• **Data extracted from a collection**
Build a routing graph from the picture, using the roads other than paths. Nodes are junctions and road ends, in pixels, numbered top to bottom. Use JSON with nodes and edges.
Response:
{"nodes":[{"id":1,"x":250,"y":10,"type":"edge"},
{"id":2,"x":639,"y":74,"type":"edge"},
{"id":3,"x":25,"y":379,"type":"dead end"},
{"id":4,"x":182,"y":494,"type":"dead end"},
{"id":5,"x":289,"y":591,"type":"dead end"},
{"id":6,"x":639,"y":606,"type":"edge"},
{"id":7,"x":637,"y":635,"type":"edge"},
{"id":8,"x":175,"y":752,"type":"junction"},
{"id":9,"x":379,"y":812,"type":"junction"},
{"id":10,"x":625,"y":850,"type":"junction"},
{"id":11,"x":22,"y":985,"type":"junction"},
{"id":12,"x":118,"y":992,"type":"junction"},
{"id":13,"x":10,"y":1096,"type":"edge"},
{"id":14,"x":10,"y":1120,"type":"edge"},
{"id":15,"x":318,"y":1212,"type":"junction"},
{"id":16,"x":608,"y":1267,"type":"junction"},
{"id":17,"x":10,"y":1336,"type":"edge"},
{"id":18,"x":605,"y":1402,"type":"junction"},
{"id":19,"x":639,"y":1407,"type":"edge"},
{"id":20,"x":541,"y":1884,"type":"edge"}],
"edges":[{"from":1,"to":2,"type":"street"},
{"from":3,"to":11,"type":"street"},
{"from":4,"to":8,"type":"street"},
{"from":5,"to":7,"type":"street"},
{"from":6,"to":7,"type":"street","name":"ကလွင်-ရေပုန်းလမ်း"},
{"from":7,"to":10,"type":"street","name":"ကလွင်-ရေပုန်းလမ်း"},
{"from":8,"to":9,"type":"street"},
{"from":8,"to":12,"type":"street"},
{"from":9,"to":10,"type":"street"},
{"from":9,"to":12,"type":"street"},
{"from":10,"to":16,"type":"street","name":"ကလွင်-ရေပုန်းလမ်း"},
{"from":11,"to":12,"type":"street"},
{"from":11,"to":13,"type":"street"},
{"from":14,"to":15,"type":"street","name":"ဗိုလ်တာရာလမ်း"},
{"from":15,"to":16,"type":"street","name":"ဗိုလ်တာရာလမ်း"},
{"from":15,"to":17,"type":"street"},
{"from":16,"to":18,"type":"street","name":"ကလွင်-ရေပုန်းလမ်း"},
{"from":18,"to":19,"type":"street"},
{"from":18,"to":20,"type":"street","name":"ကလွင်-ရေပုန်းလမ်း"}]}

• **Task statement**
Copy each line of the records containing the string "edges".

• **Answer space**
Build a routing graph from the picture, using the roads other than paths. Nodes are junctions and road ends, in pixels, numbered top to bottom. Use JSON with nodes and edges.
"edges":[{"from":1,"to":2,"type":"street"},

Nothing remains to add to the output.